Wednesday, February 28, 2001
Miami got smart with Ensminger
Senior from Oak Hills is top scholar-athlete
By John Fay
The Cincinnati Enquirer
Just when you thought the student-athlete with the student first, athlete second was nearly extinct in major-college basketball, along comes Mike Ensminger.
The Miami University senior from Oak Hills High School is finishing his college career. He has played in the NCAA Sweet 16. He has been a starter most of his career. He leads the RedHawks in rebounding this season.
It's been a great ride, he said.
Ensminger admittedly is not among the top athletes on Miami's basketball roster. But when you throw the student part into the equation, he is by one measure the nation's best. Ensminger was awarded the Anson Mount Scholar Athlete of the Year by Playboy magazine this fall. The award doesn't include a trip to the Playboy Mansion, but magazine founder Hugh Hefner did give $5,000 to the Miami scholarship fund in Ensminger's name.
It's nice to get recognized, Ensminger said. I'm never going to a player who puts a lot of points on the board.
But in the classroom, he has a 3.83 grade-point average and will graduate on time in May. His major is political science and his minor is marketing.
When you say student-athlete, that's him, Miami coach Charlie Coles said.
Ensminger's long-range
goal is law school. His longer-range goal is chief justice on the U.S. Supreme Court.
That would be cool, he said.
But Ensminger put law on hold when Deloitte & Touche, a top accounting firm, offered him a job as a business consultant.
It was too good to pass up, he said. I want to put away money for law school. That's $30,000 a year.
Ensminger became known to local college basketball fans two years ago, as Wally Szczerbiak's screen setter. Fans like Ensminger because he hustles.
He does things that don't show up in the box score, says seemingly every announcer who calls a Miami game.
But this season, Coles is asking for more.
I don't think anyone has ever questioned Mike's intensity or desire to win, Coles said. But now we need him to go forth and start doing the tangible things, along with the intangibles.
Ensminger is doing that. His numbers aren't overwhelming - 6.0 points, 6.0 rebounds, 1.8 assists a game but he has stepped up lately.
In his last 11 games, Ensminger is averaging 7.7 points and 6.2 rebounds and shooting 60.7 percent (37-of-61). He leads the team in field-goal percentage (53.9).

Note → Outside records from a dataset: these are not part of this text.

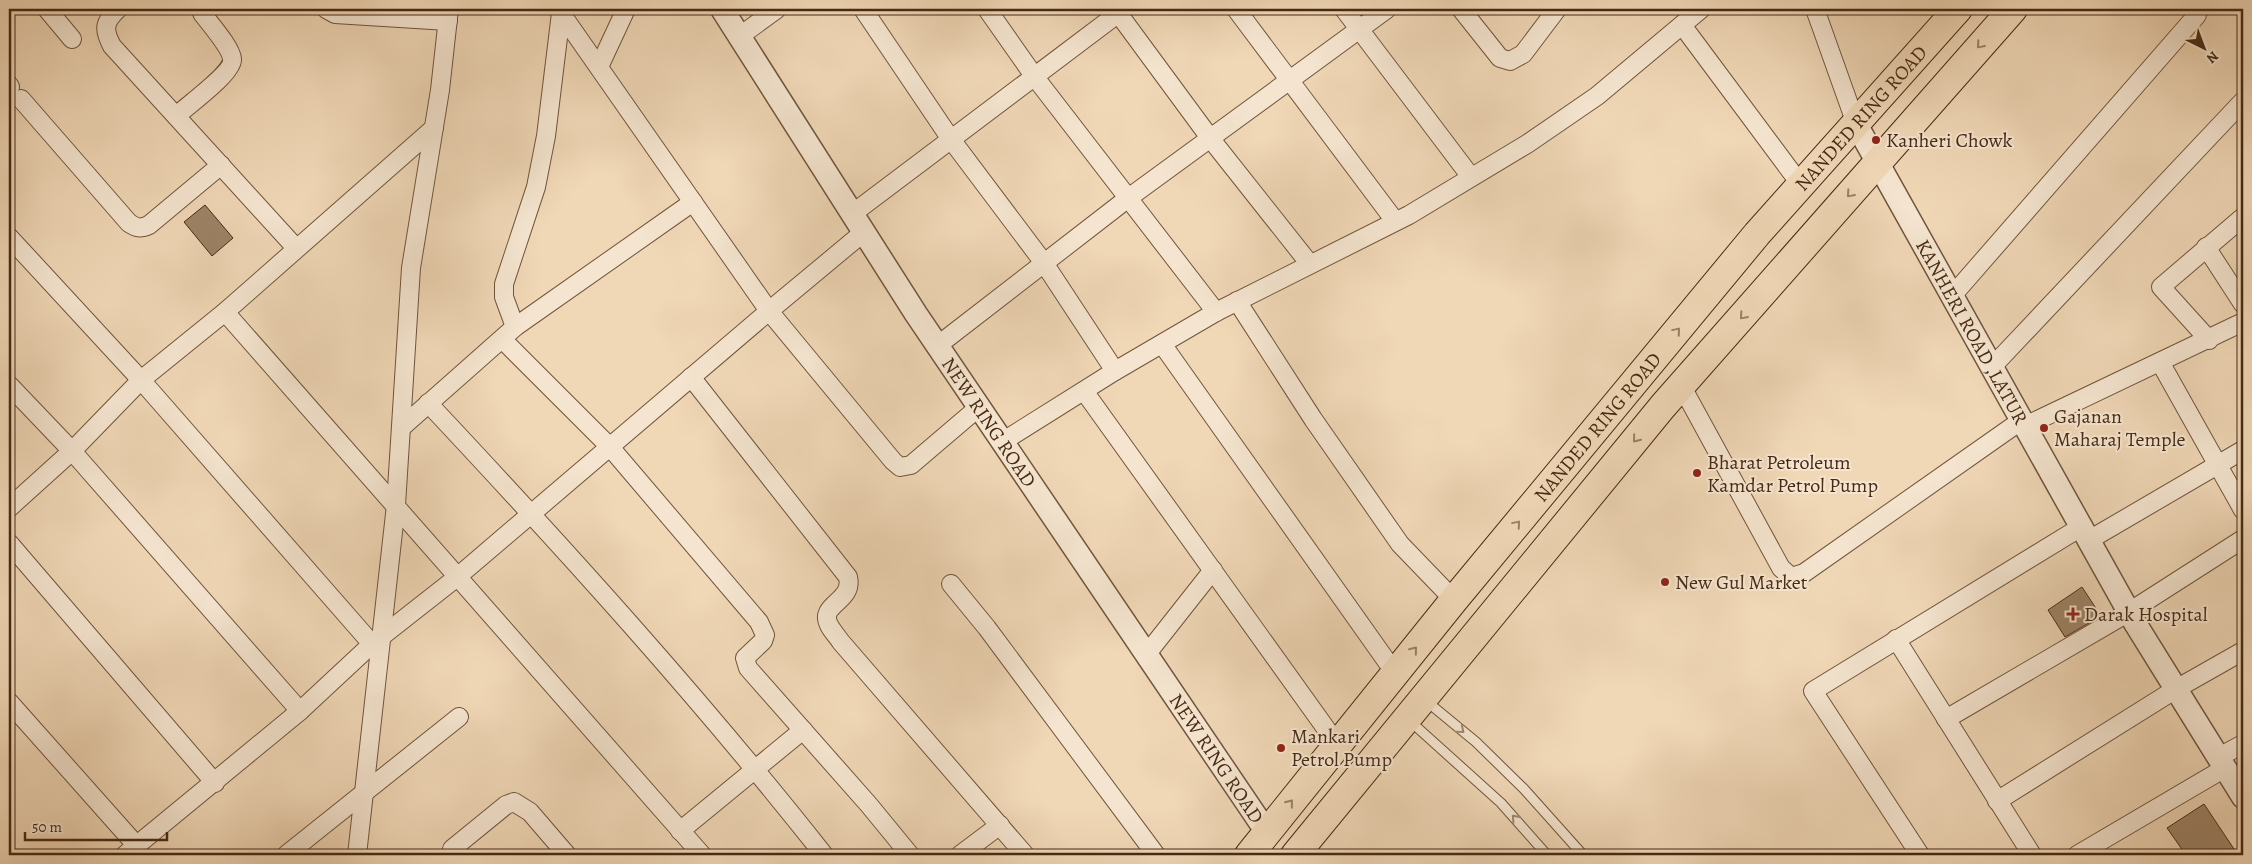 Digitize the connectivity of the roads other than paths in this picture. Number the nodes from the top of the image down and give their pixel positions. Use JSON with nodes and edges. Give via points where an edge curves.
{"nodes":[{"id":1,"x":47,"y":9,"type":"edge"},
{"id":2,"x":118,"y":9,"type":"edge"},
{"id":3,"x":326,"y":9,"type":"edge"},
{"id":4,"x":626,"y":9,"type":"edge"},
{"id":5,"x":722,"y":9,"type":"edge"},
{"id":6,"x":777,"y":9,"type":"edge"},
{"id":7,"x":863,"y":9,"type":"edge"},
{"id":8,"x":987,"y":9,"type":"edge"},
{"id":9,"x":1236,"y":9,"type":"edge"},
{"id":10,"x":1344,"y":9,"type":"edge"},
{"id":11,"x":1387,"y":9,"type":"edge"},
{"id":12,"x":1461,"y":9,"type":"edge"},
{"id":13,"x":1557,"y":9,"type":"edge"},
{"id":14,"x":1701,"y":9,"type":"edge"},
{"id":15,"x":1815,"y":9,"type":"edge"},
{"id":16,"x":1958,"y":9,"type":"edge"},
{"id":17,"x":2012,"y":9,"type":"edge"},
{"id":18,"x":1119,"y":10,"type":"edge"},
{"id":19,"x":560,"y":11,"type":"edge"},
{"id":20,"x":202,"y":13,"type":"dead end"},
{"id":21,"x":449,"y":15,"type":"edge"},
{"id":22,"x":2197,"y":15,"type":"dead end"},
{"id":23,"x":1682,"y":25,"type":"junction"},
{"id":24,"x":1360,"y":29,"type":"junction"},
{"id":25,"x":740,"y":36,"type":"junction"},
{"id":26,"x":72,"y":38,"type":"dead end"},
{"id":27,"x":599,"y":67,"type":"junction"},
{"id":28,"x":1034,"y":76,"type":"junction"},
{"id":29,"x":1288,"y":81,"type":"junction"},
{"id":30,"x":14,"y":90,"type":"edge"},
{"id":31,"x":2243,"y":101,"type":"edge"},
{"id":32,"x":176,"y":116,"type":"junction"},
{"id":33,"x":1856,"y":124,"type":"junction"},
{"id":34,"x":434,"y":128,"type":"junction"},
{"id":35,"x":950,"y":138,"type":"junction"},
{"id":36,"x":1210,"y":138,"type":"junction"},
{"id":37,"x":1878,"y":162,"type":"junction"},
{"id":38,"x":221,"y":165,"type":"junction"},
{"id":39,"x":1471,"y":177,"type":"junction"},
{"id":40,"x":1801,"y":185,"type":"junction"},
{"id":41,"x":1128,"y":198,"type":"junction"},
{"id":42,"x":692,"y":202,"type":"junction"},
{"id":43,"x":2243,"y":217,"type":"edge"},
{"id":44,"x":1395,"y":221,"type":"junction"},
{"id":45,"x":858,"y":223,"type":"junction"},
{"id":46,"x":9,"y":237,"type":"edge"},
{"id":47,"x":2206,"y":247,"type":"junction"},
{"id":48,"x":296,"y":248,"type":"junction"},
{"id":49,"x":1044,"y":263,"type":"junction"},
{"id":50,"x":1309,"y":264,"type":"junction"},
{"id":51,"x":1952,"y":296,"type":"junction"},
{"id":52,"x":1237,"y":301,"type":"junction"},
{"id":53,"x":2243,"y":304,"type":"edge"},
{"id":54,"x":769,"y":311,"type":"junction"},
{"id":55,"x":224,"y":312,"type":"junction"},
{"id":56,"x":1216,"y":312,"type":"junction"},
{"id":57,"x":2243,"y":322,"type":"edge"},
{"id":58,"x":515,"y":328,"type":"junction"},
{"id":59,"x":503,"y":340,"type":"junction"},
{"id":60,"x":2209,"y":340,"type":"junction"},
{"id":61,"x":1162,"y":344,"type":"junction"},
{"id":62,"x":937,"y":346,"type":"junction"},
{"id":63,"x":2160,"y":362,"type":"junction"},
{"id":64,"x":1992,"y":367,"type":"junction"},
{"id":65,"x":1115,"y":371,"type":"junction"},
{"id":66,"x":691,"y":377,"type":"junction"},
{"id":67,"x":141,"y":380,"type":"junction"},
{"id":68,"x":9,"y":385,"type":"edge"},
{"id":69,"x":1681,"y":386,"type":"junction"},
{"id":70,"x":1084,"y":391,"type":"junction"},
{"id":71,"x":428,"y":403,"type":"junction"},
{"id":72,"x":979,"y":407,"type":"junction"},
{"id":73,"x":2024,"y":423,"type":"junction"},
{"id":74,"x":402,"y":426,"type":"junction"},
{"id":75,"x":1002,"y":442,"type":"junction"},
{"id":76,"x":610,"y":447,"type":"junction"},
{"id":77,"x":2243,"y":450,"type":"edge"},
{"id":78,"x":72,"y":451,"type":"junction"},
{"id":79,"x":2218,"y":465,"type":"junction"},
{"id":80,"x":396,"y":505,"type":"junction"},
{"id":81,"x":9,"y":508,"type":"edge"},
{"id":82,"x":2243,"y":510,"type":"edge"},
{"id":83,"x":532,"y":514,"type":"junction"},
{"id":84,"x":2085,"y":533,"type":"junction"},
{"id":85,"x":2243,"y":539,"type":"edge"},
{"id":86,"x":9,"y":543,"type":"edge"},
{"id":87,"x":1213,"y":570,"type":"junction"},
{"id":88,"x":456,"y":578,"type":"junction"},
{"id":89,"x":951,"y":584,"type":"dead end"},
{"id":90,"x":1454,"y":600,"type":"junction"},
{"id":91,"x":2129,"y":612,"type":"junction"},
{"id":92,"x":1896,"y":639,"type":"junction"},
{"id":93,"x":376,"y":641,"type":"junction"},
{"id":94,"x":2243,"y":651,"type":"edge"},
{"id":95,"x":1146,"y":655,"type":"junction"},
{"id":96,"x":1395,"y":674,"type":"junction"},
{"id":97,"x":2176,"y":690,"type":"junction"},
{"id":98,"x":9,"y":702,"type":"edge"},
{"id":99,"x":1415,"y":708,"type":"junction"},
{"id":100,"x":300,"y":711,"type":"junction"},
{"id":101,"x":459,"y":717,"type":"dead end"},
{"id":102,"x":1946,"y":719,"type":"junction"},
{"id":103,"x":803,"y":730,"type":"junction"},
{"id":104,"x":1337,"y":744,"type":"junction"},
{"id":105,"x":2243,"y":744,"type":"edge"},
{"id":106,"x":2222,"y":763,"type":"junction"},
{"id":107,"x":755,"y":770,"type":"junction"},
{"id":108,"x":215,"y":783,"type":"junction"},
{"id":109,"x":363,"y":792,"type":"junction"},
{"id":110,"x":2243,"y":797,"type":"edge"},
{"id":111,"x":1997,"y":801,"type":"junction"},
{"id":112,"x":1000,"y":825,"type":"junction"},
{"id":113,"x":680,"y":831,"type":"junction"},
{"id":114,"x":1266,"y":831,"type":"junction"},
{"id":115,"x":131,"y":850,"type":"edge"},
{"id":116,"x":451,"y":853,"type":"edge"},
{"id":117,"x":286,"y":855,"type":"edge"},
{"id":118,"x":356,"y":855,"type":"edge"},
{"id":119,"x":566,"y":855,"type":"edge"},
{"id":120,"x":702,"y":855,"type":"edge"},
{"id":121,"x":824,"y":855,"type":"edge"},
{"id":122,"x":910,"y":855,"type":"edge"},
{"id":123,"x":960,"y":855,"type":"edge"},
{"id":124,"x":1025,"y":855,"type":"edge"},
{"id":125,"x":1156,"y":855,"type":"edge"},
{"id":126,"x":1249,"y":855,"type":"edge"},
{"id":127,"x":1294,"y":855,"type":"edge"},
{"id":128,"x":1547,"y":855,"type":"edge"},
{"id":129,"x":1583,"y":855,"type":"edge"},
{"id":130,"x":1919,"y":855,"type":"edge"},
{"id":131,"x":2032,"y":855,"type":"edge"},
{"id":132,"x":2077,"y":855,"type":"edge"}],
"edges":[{"from":1,"to":26,"type":"street"},
{"from":2,"to":32,"type":"street","via":[[106,21],[105,32],[112,46]]},
{"from":3,"to":21,"type":"street","via":[[334,14]]},
{"from":4,"to":27,"type":"street"},
{"from":5,"to":25,"type":"street","name":"NEW RING ROAD"},
{"from":6,"to":25,"type":"street"},
{"from":7,"to":35,"type":"street"},
{"from":8,"to":28,"type":"street"},
{"from":9,"to":29,"type":"street"},
{"from":10,"to":24,"type":"street"},
{"from":11,"to":24,"type":"street"},
{"from":12,"to":13,"type":"street","via":[[1500,58],[1510,61],[1523,54]]},
{"from":14,"to":23,"type":"street"},
{"from":15,"to":33,"type":"street"},
{"from":16,"to":33,"type":"highway","name":"NANDED RING ROAD"},
{"from":17,"to":37,"type":"highway","one_way":true},
{"from":18,"to":28,"type":"street"},
{"from":18,"to":36,"type":"street"},
{"from":19,"to":27,"type":"street"},
{"from":19,"to":58,"type":"street","via":[[546,136],[536,187],[504,284],[504,297]]},
{"from":20,"to":32,"type":"street","via":[[233,60],[224,75]]},
{"from":21,"to":34,"type":"street"},
{"from":22,"to":51,"type":"street"},
{"from":23,"to":39,"type":"street","via":[[1597,96],[1527,144]]},
{"from":23,"to":40,"type":"street"},
{"from":24,"to":29,"type":"street"},
{"from":24,"to":39,"type":"street"},
{"from":25,"to":45,"type":"street","name":"NEW RING ROAD"},
{"from":27,"to":42,"type":"street"},
{"from":28,"to":35,"type":"street"},
{"from":28,"to":41,"type":"street"},
{"from":29,"to":36,"type":"street"},
{"from":29,"to":44,"type":"street"},
{"from":30,"to":38,"type":"street","via":[[129,223],[136,227],[149,225]]},
{"from":31,"to":64,"type":"street"},
{"from":32,"to":38,"type":"street"},
{"from":33,"to":37,"type":"street","name":"KANHERI ROAD ,LATUR"},
{"from":33,"to":40,"type":"highway","name":"NANDED RING ROAD"},
{"from":34,"to":48,"type":"street"},
{"from":34,"to":74,"type":"street","via":[[411,268]]},
{"from":35,"to":45,"type":"street"},
{"from":35,"to":49,"type":"street"},
{"from":36,"to":41,"type":"street"},
{"from":36,"to":50,"type":"street"},
{"from":37,"to":51,"type":"street","name":"KANHERI ROAD ,LATUR"},
{"from":37,"to":69,"type":"highway","one_way":true},
{"from":38,"to":48,"type":"street"},
{"from":39,"to":44,"type":"street"},
{"from":90,"to":40,"type":"highway","name":"NANDED RING ROAD","one_way":true},
{"from":41,"to":49,"type":"street"},
{"from":41,"to":56,"type":"street"},
{"from":42,"to":54,"type":"street"},
{"from":42,"to":58,"type":"street"},
{"from":43,"to":47,"type":"street"},
{"from":44,"to":50,"type":"street"},
{"from":45,"to":54,"type":"street"},
{"from":45,"to":62,"type":"street","name":"NEW RING ROAD"},
{"from":46,"to":67,"type":"street"},
{"from":47,"to":53,"type":"street"},
{"from":47,"to":60,"type":"street","via":[[2161,287]]},
{"from":48,"to":55,"type":"street"},
{"from":49,"to":62,"type":"street"},
{"from":49,"to":65,"type":"street"},
{"from":50,"to":52,"type":"street"},
{"from":51,"to":64,"type":"street","name":"KANHERI ROAD ,LATUR"},
{"from":52,"to":56,"type":"street"},
{"from":52,"to":90,"type":"street","via":[[1313,419],[1400,544]]},
{"from":54,"to":66,"type":"street"},
{"from":54,"to":72,"type":"street","via":[[900,467],[911,465]]},
{"from":55,"to":67,"type":"street"},
{"from":55,"to":80,"type":"street"},
{"from":56,"to":61,"type":"street"},
{"from":57,"to":60,"type":"street"},
{"from":58,"to":59,"type":"street"},
{"from":59,"to":71,"type":"street"},
{"from":59,"to":76,"type":"street"},
{"from":60,"to":63,"type":"street"},
{"from":61,"to":65,"type":"street"},
{"from":61,"to":96,"type":"street"},
{"from":62,"to":72,"type":"street","name":"NEW RING ROAD"},
{"from":63,"to":73,"type":"street"},
{"from":63,"to":79,"type":"street"},
{"from":64,"to":73,"type":"street","name":"KANHERI ROAD ,LATUR"},
{"from":65,"to":70,"type":"street"},
{"from":66,"to":76,"type":"street"},
{"from":66,"to":112,"type":"street","via":[[848,576],[849,591],[828,612],[827,618],[841,642]]},
{"from":67,"to":78,"type":"street"},
{"from":67,"to":93,"type":"street"},
{"from":68,"to":78,"type":"street"},
{"from":69,"to":73,"type":"street","via":[[1781,568],[1791,577],[1804,573]]},
{"from":69,"to":99,"type":"highway","one_way":true},
{"from":70,"to":75,"type":"street"},
{"from":70,"to":87,"type":"street"},
{"from":71,"to":74,"type":"street"},
{"from":71,"to":83,"type":"street"},
{"from":72,"to":75,"type":"street","name":"NEW RING ROAD"},
{"from":73,"to":84,"type":"street","name":"KANHERI ROAD ,LATUR"},
{"from":74,"to":80,"type":"street"},
{"from":75,"to":95,"type":"street","name":"NEW RING ROAD"},
{"from":76,"to":83,"type":"street"},
{"from":76,"to":103,"type":"street","via":[[764,630],[763,641],[747,655],[745,662]]},
{"from":77,"to":79,"type":"street"},
{"from":78,"to":81,"type":"street"},
{"from":78,"to":100,"type":"street"},
{"from":79,"to":82,"type":"street"},
{"from":79,"to":84,"type":"street"},
{"from":80,"to":88,"type":"street"},
{"from":80,"to":93,"type":"street"},
{"from":83,"to":88,"type":"street"},
{"from":83,"to":107,"type":"street"},
{"from":84,"to":91,"type":"street","name":"KANHERI ROAD ,LATUR"},
{"from":84,"to":92,"type":"street"},
{"from":85,"to":91,"type":"street"},
{"from":86,"to":108,"type":"street"},
{"from":87,"to":95,"type":"street"},
{"from":87,"to":104,"type":"street"},
{"from":88,"to":93,"type":"street"},
{"from":88,"to":113,"type":"street"},
{"from":89,"to":125,"type":"street"},
{"from":96,"to":90,"type":"highway","name":"NANDED RING ROAD","one_way":true},
{"from":91,"to":97,"type":"street","name":"KANHERI ROAD ,LATUR"},
{"from":91,"to":102,"type":"street"},
{"from":92,"to":102,"type":"street"},
{"from":92,"to":130,"type":"street","via":[[1813,691]]},
{"from":93,"to":100,"type":"street"},
{"from":93,"to":109,"type":"street"},
{"from":94,"to":97,"type":"street"},
{"from":95,"to":114,"type":"street","name":"NEW RING ROAD"},
{"from":96,"to":104,"type":"highway","name":"NANDED RING ROAD"},
{"from":97,"to":106,"type":"street","name":"KANHERI ROAD ,LATUR"},
{"from":97,"to":111,"type":"street"},
{"from":98,"to":115,"type":"street"},
{"from":99,"to":127,"type":"highway"},
{"from":128,"to":99,"type":"lane","one_way":true},
{"from":99,"to":129,"type":"lane","one_way":true,"via":[[1476,742],[1524,789]]},
{"from":100,"to":108,"type":"street"},
{"from":101,"to":109,"type":"street"},
{"from":102,"to":111,"type":"street"},
{"from":103,"to":107,"type":"street"},
{"from":103,"to":122,"type":"street"},
{"from":114,"to":104,"type":"highway","name":"NANDED RING ROAD","one_way":true},
{"from":105,"to":106,"type":"street"},
{"from":106,"to":110,"type":"street","name":"KANHERI ROAD ,LATUR"},
{"from":106,"to":132,"type":"street"},
{"from":107,"to":113,"type":"street"},
{"from":107,"to":121,"type":"street"},
{"from":108,"to":115,"type":"street"},
{"from":109,"to":117,"type":"street"},
{"from":109,"to":118,"type":"street"},
{"from":111,"to":131,"type":"street"},
{"from":112,"to":123,"type":"street"},
{"from":112,"to":124,"type":"street"},
{"from":113,"to":120,"type":"street"},
{"from":114,"to":126,"type":"highway","name":"NANDED RING ROAD"},
{"from":116,"to":119,"type":"street","via":[[506,805],[514,802],[530,812]]}]}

When teams double-team leading scorer Alex Shorts, Ensminger has hit shots. He has been in double figures five times in the last 11 games. (He entered the season with five double-figure games in his previous three seasons at Miami).
When he does that, we're a pretty good team, Coles said.
Ensminger was a star at Oak Hills, but Miami was really his only opportunity at big-time college basketball.
He's done what I expected he'd do, said Mike Price, his coach at Oak Hills. But I didn't know if he'd get a chance. He doesn't have the prototypical basketball body.
Ensminger, 6-foot-7, 250 pounds, hasn't had a prototypical standout career, either, but he has had a very good one. The season Miami made its Sweet 16 run, Ensminger scored a total of 22 points. He averaged 22.7 points a game at Oak Hills.
But Ensminger was able to make the adjustment from high school star to role player.
I wasn't the kind of player to score 20 points a night, Ensminger said. I just did what I could to help us win.
The key was being smart enough to recognize that.